Play Based Learning

Exploring, Discovering and Learning Through Play

Play is

  • creating
  • fun
  • taking perspectives
  • reforming ideas
  • discovering something new
  • being in control
  • imaging what might be
  • pretending
  • socializing
  • making choices
  • reading and writing
  • understanding the natural world
  • using what we know
  • learning

-"Playing is Learning" ETFO

What Play Based Learning?

It has long been known that there is a strong link between play and learning. Children are full of natural curiosity and they explore this curiosity through play. When kids are playing, it's the perfect time to learn.

Play teaches kids how to problem solve, how to make friends, how to express themselves, how to enjoy the world around them, and how to recognize letters and numbers. All of these skills form the foundation of a love of learning.
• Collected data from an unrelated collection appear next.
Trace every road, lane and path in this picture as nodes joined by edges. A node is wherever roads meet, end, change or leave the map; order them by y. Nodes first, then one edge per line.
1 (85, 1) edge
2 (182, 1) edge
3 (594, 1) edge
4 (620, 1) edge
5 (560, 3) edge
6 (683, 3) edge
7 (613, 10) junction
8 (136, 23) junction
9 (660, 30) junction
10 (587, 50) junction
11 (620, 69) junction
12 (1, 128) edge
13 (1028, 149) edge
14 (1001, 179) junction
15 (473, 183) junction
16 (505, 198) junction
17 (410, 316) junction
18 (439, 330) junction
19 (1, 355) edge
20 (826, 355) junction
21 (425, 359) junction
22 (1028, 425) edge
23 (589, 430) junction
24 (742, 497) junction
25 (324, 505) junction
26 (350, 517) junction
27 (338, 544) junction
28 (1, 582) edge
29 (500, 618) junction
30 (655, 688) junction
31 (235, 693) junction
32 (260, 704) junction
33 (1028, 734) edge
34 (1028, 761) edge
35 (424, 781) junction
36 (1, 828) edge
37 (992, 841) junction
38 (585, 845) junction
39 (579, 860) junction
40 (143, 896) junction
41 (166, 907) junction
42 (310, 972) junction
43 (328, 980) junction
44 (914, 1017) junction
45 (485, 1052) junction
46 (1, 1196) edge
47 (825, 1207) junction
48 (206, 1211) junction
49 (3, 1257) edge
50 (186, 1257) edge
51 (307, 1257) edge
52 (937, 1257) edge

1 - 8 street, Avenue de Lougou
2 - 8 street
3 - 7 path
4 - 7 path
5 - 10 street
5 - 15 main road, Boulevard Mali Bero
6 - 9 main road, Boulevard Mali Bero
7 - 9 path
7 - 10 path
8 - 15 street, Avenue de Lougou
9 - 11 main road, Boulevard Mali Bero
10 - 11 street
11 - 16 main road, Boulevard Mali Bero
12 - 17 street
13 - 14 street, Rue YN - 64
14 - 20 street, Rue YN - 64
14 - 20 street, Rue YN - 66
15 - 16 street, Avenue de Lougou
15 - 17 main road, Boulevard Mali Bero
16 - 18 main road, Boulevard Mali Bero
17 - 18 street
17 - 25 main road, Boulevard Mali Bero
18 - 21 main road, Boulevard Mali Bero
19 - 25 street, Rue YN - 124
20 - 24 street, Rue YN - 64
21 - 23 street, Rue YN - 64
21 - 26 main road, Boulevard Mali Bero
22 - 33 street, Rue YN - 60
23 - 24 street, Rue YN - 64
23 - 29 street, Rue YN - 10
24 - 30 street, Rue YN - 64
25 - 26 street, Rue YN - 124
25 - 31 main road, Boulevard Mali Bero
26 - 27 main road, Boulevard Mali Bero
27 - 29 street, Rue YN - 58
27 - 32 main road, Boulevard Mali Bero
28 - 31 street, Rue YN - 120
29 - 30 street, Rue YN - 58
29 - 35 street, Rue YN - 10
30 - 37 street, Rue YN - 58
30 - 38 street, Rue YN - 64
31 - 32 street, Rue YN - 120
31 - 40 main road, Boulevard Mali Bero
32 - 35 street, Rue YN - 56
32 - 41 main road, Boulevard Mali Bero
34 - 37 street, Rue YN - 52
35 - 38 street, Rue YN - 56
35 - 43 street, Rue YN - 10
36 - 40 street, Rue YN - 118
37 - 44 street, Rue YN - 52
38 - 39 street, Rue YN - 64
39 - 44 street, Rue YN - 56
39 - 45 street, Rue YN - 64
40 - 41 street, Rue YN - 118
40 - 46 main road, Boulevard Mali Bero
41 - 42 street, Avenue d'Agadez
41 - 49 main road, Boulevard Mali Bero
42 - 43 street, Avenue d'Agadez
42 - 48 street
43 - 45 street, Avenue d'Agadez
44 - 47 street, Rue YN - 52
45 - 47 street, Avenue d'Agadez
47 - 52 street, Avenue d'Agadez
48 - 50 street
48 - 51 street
In the full-day kindergarten program, teachers and early childhood educators structure play to create learning moments. While children play, they’ll chat with their friends, and figure out how to stop their block tower from falling. They'll draw pictures and role play. And they'll tell stories, and sit quietly to listen to others. All of these activities help kids develop, learn, and eventually acquire the skills that they will need in grade one and beyond.


Ontario Kindergarten Curriculum

“Play is not only our creative drive; it’s a fundamental mode of learning.” ~ David Elkind (psychologist, author)

The Role of Care Givers in Play Based Learning

Learning does not begin when the child walks in the classroom, nor does it end when they leave. You, as care givers, have a vital role to play in the education of your child. Here are some ways that you can use play as learning at home:

  • singing and dancing with your child

  • counting: number of stairs to bed, number of plates for everyone at dinner, number of steps to the end of the yard

  • playing tag, hide'n'seek, going for a walk,

  • involving your child in packing healthy snacks for his/her day

  • encouraging them to eat new foods: asking questions like 'What does it feel/smell/taste like?

  • make reading to your child part of your regular daily routine: signs, labels, poems, a variety of books, both story books and non-fiction

  • tell each other stories and have lots of conversations

  • visiting places around your community: libraries, parks, community centres, places of worship, businesses

How will I know how my child is learning in Kindergarten?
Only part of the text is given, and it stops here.